Step 2 on our delevering blackboard therefore has stalled and is inevitably morphing towards Step 3. Assets are still being liquidated but there is an increasing reluctance on the part of the private market to risk any more of its own capital. Liquidity is drying up; risk appetites are anorexic; asset prices, despite a temporarily resurgent stock market, are mainly going down; now even oil and commodity prices are drowning. There may be a Jim Cramer bull market somewhere, but it’s primarily a mirage unless and until we get the entrance of new balance sheets, and a new source of liquidity willing to support asset prices.

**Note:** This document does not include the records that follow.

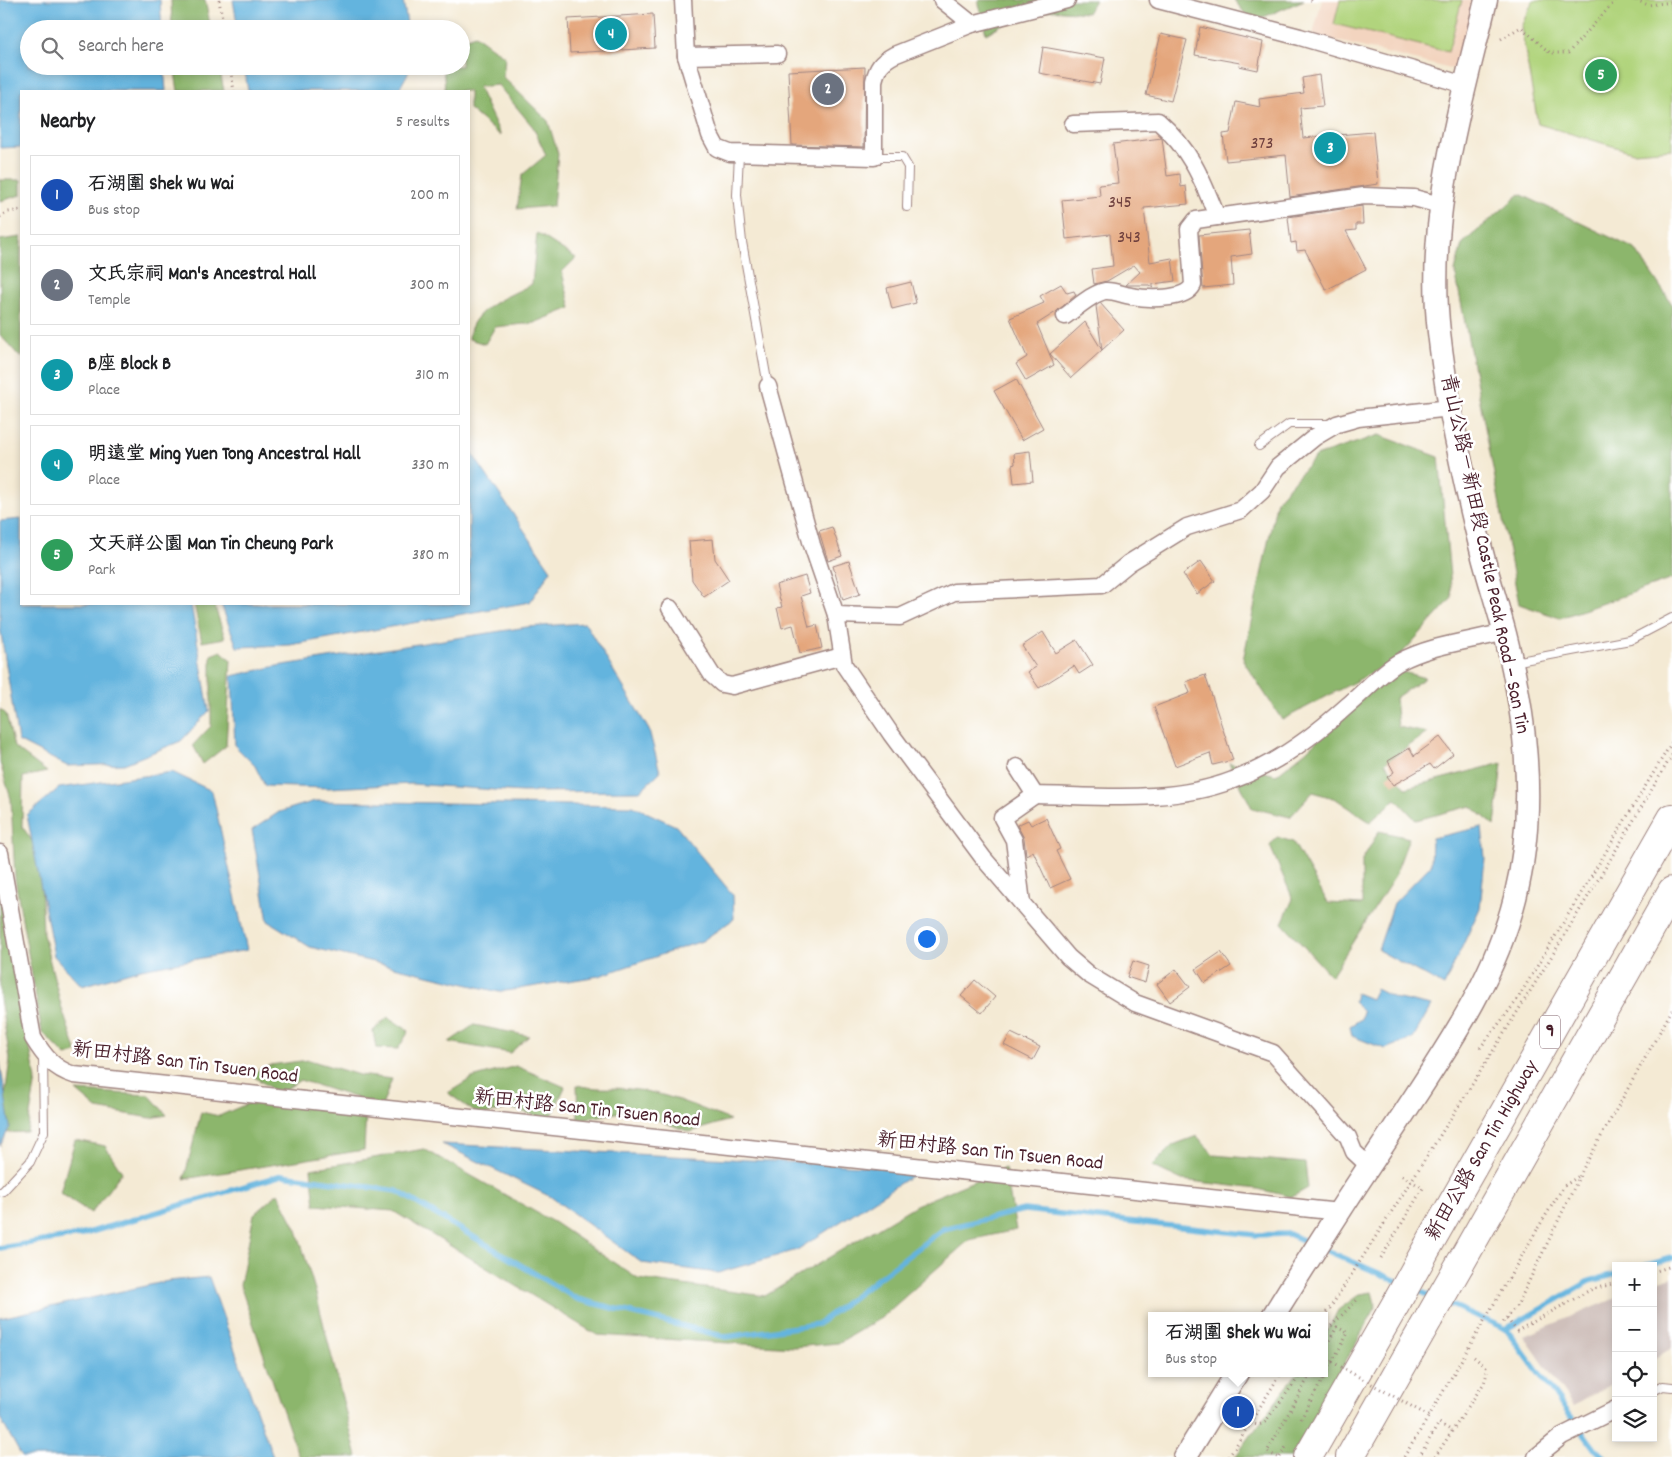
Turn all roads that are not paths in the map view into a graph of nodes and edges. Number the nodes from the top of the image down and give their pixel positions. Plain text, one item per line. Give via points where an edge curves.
1 (683, 0) edge
2 (942, 0) edge
3 (1067, 0) edge
4 (1158, 0) edge
5 (1486, 0) edge
6 (972, 24) junction
7 (777, 54) dead end
8 (686, 56) junction
9 (1465, 85) junction
10 (1074, 124) dead end
11 (739, 154) junction
12 (874, 158) junction
13 (1440, 205) junction
14 (907, 207) dead end
15 (1216, 217) junction
16 (1065, 316) dead end
17 (768, 386) joint
18 (1451, 408) junction
19 (1337, 424) junction
20 (1259, 446) dead end
21 (670, 608) dead end
22 (836, 615) junction
23 (1672, 618) edge
24 (1505, 632) junction
25 (842, 656) junction
26 (1512, 662) junction
27 (1016, 767) dead end
28 (1035, 795) junction
29 (1672, 818) edge
30 (0, 854) edge
31 (1672, 891) edge
32 (1022, 903) junction
33 (43, 1054) junction
34 (1369, 1166) junction
35 (0, 1192) edge
36 (1336, 1217) junction
37 (1275, 1312) edge
38 (1235, 1377) edge
39 (1672, 1387) edge
40 (1657, 1389) edge
41 (1612, 1411) edge
42 (1299, 1448) edge
43 (1185, 1457) edge
44 (1350, 1457) edge
45 (1536, 1457) edge

1 - 8 street
2 - 6 street
3 - 6 street
4 - 9 street
5 - 9 main road, 青山公路－新田段 Castle Peak Road – San Tin
6 - 12 street via 894,55 877,69 874,82
7 - 8 street
8 - 11 street via 712,142 722,151
9 - 13 main road, 青山公路－新田段 Castle Peak Road – San Tin
10 - 15 street via 1158,121 1176,137 1200,173
11 - 12 street
11 - 17 lane via 736,181 742,242
12 - 14 lane via 895,156 905,161 908,167
13 - 15 street via 1414,198 1364,196
13 - 18 main road, 青山公路－新田段 Castle Peak Road – San Tin via 1437,311
15 - 16 street via 1196,220 1189,229 1193,285 1186,294 1134,297 1107,291
17 - 22 street via 812,545
18 - 19 street via 1358,418
18 - 24 main road, 青山公路－新田段 Castle Peak Road – San Tin via 1475,526
19 - 20 lane via 1289,424
19 - 22 street via 1278,467 1262,491 1241,510 1187,527 1129,563 1102,585 954,592 900,617
21 - 25 street via 712,675 722,684 732,686
22 - 25 street
23 - 26 lane via 1630,640
24 - 26 main road, 青山公路－新田段 Castle Peak Road – San Tin
24 - 28 street via 1421,653 1399,662 1314,732 1266,764 1226,783 1191,793 1163,796
25 - 32 street via 844,665 891,734 984,859
26 - 34 main road, 青山公路－新田段 Castle Peak Road – San Tin via 1524,733 1528,799 1523,858 1509,919 1486,980 1467,1015
27 - 28 street
28 - 32 street via 1002,818 1014,840
29 - 42 highway, 新田公路 San Tin Highway / 9, bridge via 1398,1300
30 - 33 street, 新田村路 San Tin Tsuen Road via 33,1038
31 - 44 highway, 新田公路 San Tin Highway / 9, bridge
32 - 34 street via 1068,957 1111,990 1135,1003 1272,1053 1348,1137 1354,1152
33 - 35 lane via 44,1132 30,1162
33 - 36 street, 新田村路 San Tin Tsuen Road via 58,1069 85,1077
34 - 36 main road, 青山公路－新田段 Castle Peak Road – San Tin
36 - 37 main road, 青山公路－新田段 Castle Peak Road – San Tin
38 - 43 main road
39 - 40 lane
41 - 45 street via 1562,1436

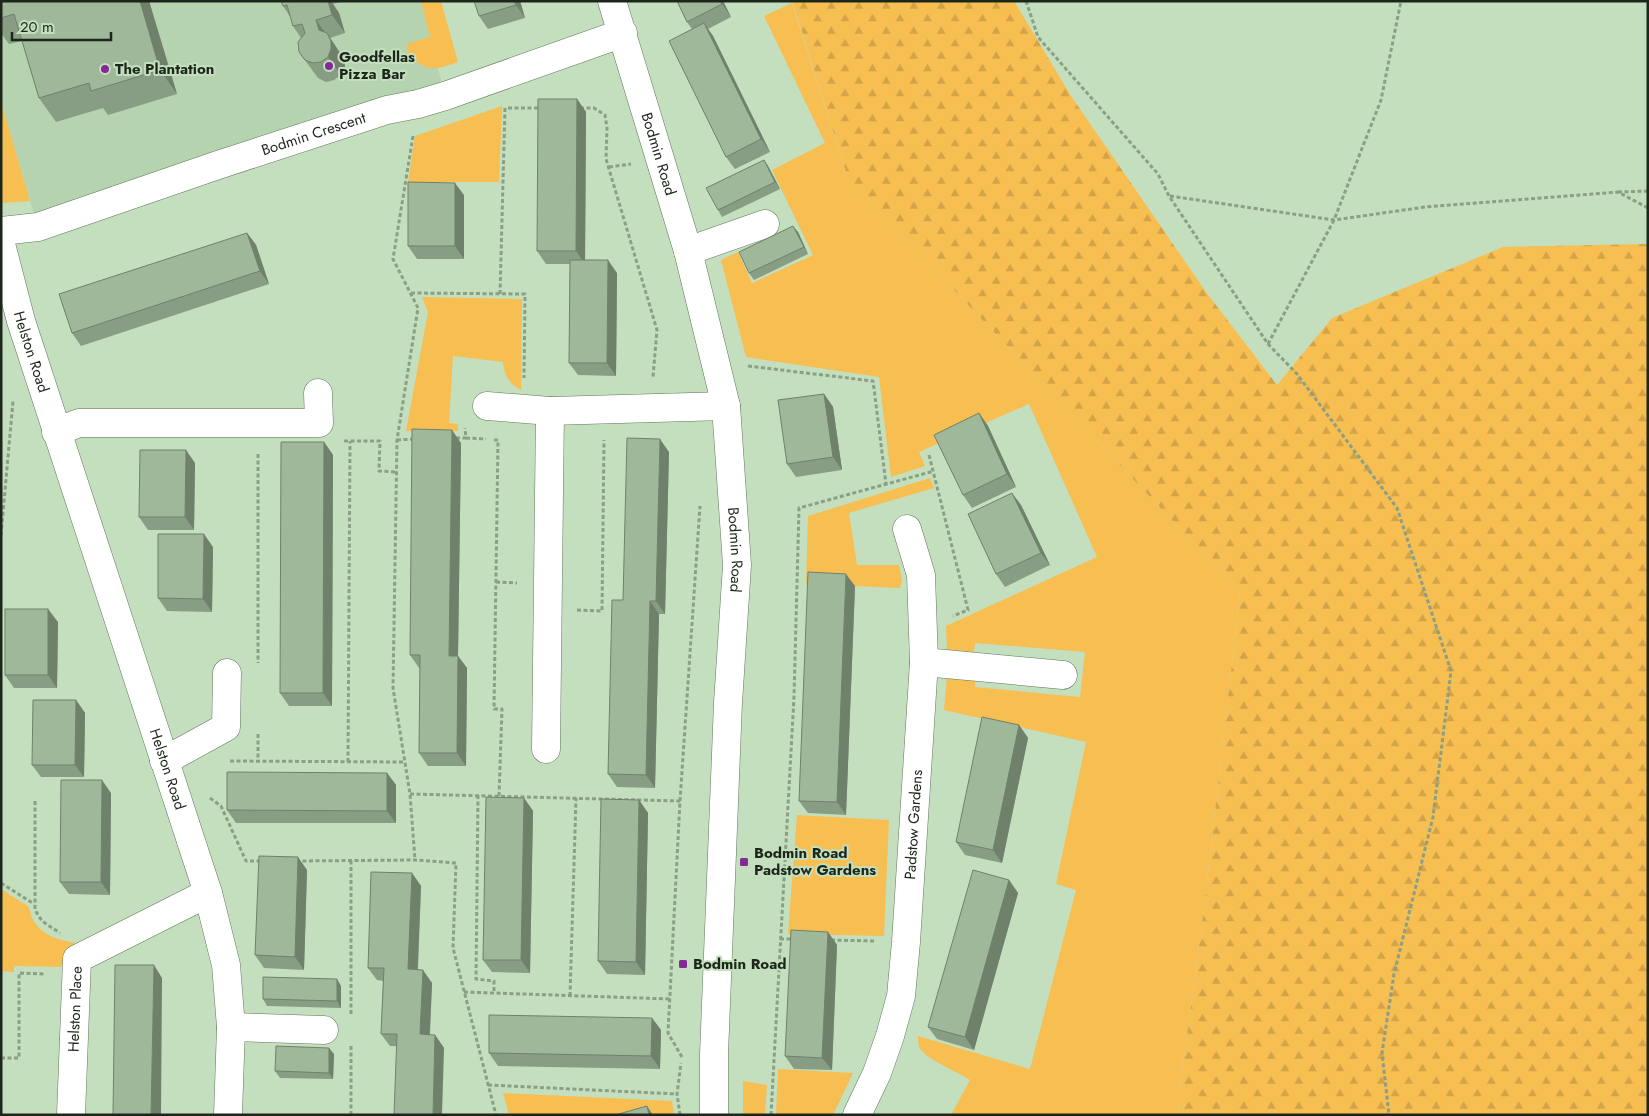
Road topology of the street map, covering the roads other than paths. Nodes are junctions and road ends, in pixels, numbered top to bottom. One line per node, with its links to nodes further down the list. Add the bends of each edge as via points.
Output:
1 (612, 1): 2 (street, Bodmin Road)
2 (623, 32): 4 (street, Bodmin Crescent, via 418,104 377,113 218,164 38,227); 6 (street, Bodmin Road)
3 (765, 224): 6 (street)
4 (1, 231)
5 (1, 244): 11 (street, Helston Road)
6 (688, 252): 9 (street, Bodmin Road)
7 (318, 393): 11 (street, via 319,423 79,423)
8 (487, 406): 10 (street)
9 (726, 406): 10 (street); 23 (street, Bodmin Road, via 737,565 728,703)
10 (537, 410): 16 (street, via 548,609)
11 (56, 432): 17 (street, Helston Road)
12 (907, 529): 13 (street, Padstow Gardens, via 920,575)
13 (924, 662): 15 (street); 24 (street, Padstow Gardens, via 901,996 877,1073)
14 (227, 673): 17 (street, via 226,727)
15 (1063, 675)
16 (546, 749)
17 (164, 761): 18 (street, Helston Road)
18 (208, 893): 19 (street, Helston Road, via 226,965); 21 (street, Helston Place, via 77,959)
19 (231, 1027): 20 (street); 22 (street, Helston Road)
20 (324, 1030)
21 (71, 1115)
22 (228, 1115)
23 (714, 1115)
24 (857, 1115)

New balance sheets? Is this now some Deloitte & Touche metaphor? Hardly. What I mean, what our blackboard and our Investment Committee point out is that to ultimately stop this asset/debt deflation, a fresh and substantial new source of buying power is required. This became all too obvious as the Treasury’s attempt to entice additional capital into Freddie and Fannie came up empty. Yet this same dilemma is and will continue to confront all highly levered institutions in the throes of asset liquidation. Without a new balance sheet, their only resort is to sell assets, which in many cases leads to further price declines, or ultimately debt liquidation/default.
A Depression-era bank robber named Willie Sutton once said that the reason he robbed banks was because “that’s where the money is.” Illegal for sure, but close to an 800 SAT score for logic if you were in the business of stealing other people’s money. And now, while some will compare current government bailouts to Slick Willie, citing moral hazard, near criminal regulatory neglect, and further bailouts for Wall Street and the rich, common sense can lead to no other conclusion: if we are to prevent a continuing asset and debt liquidation of near historic proportions, we will require policies that open up the balance sheet of the U.S. Treasury – not only to Freddie and Fannie but to Mom and Pop on Main Street U.S.A., via subsidized home loans issued by the FHA and other government institutions. A 21st century housing-related version of the RTC such as advocated by Larry Summers amongst others could be another example of the government wallet or balance sheet that is required during rare periods when the private sector is unable or unwilling to step forward.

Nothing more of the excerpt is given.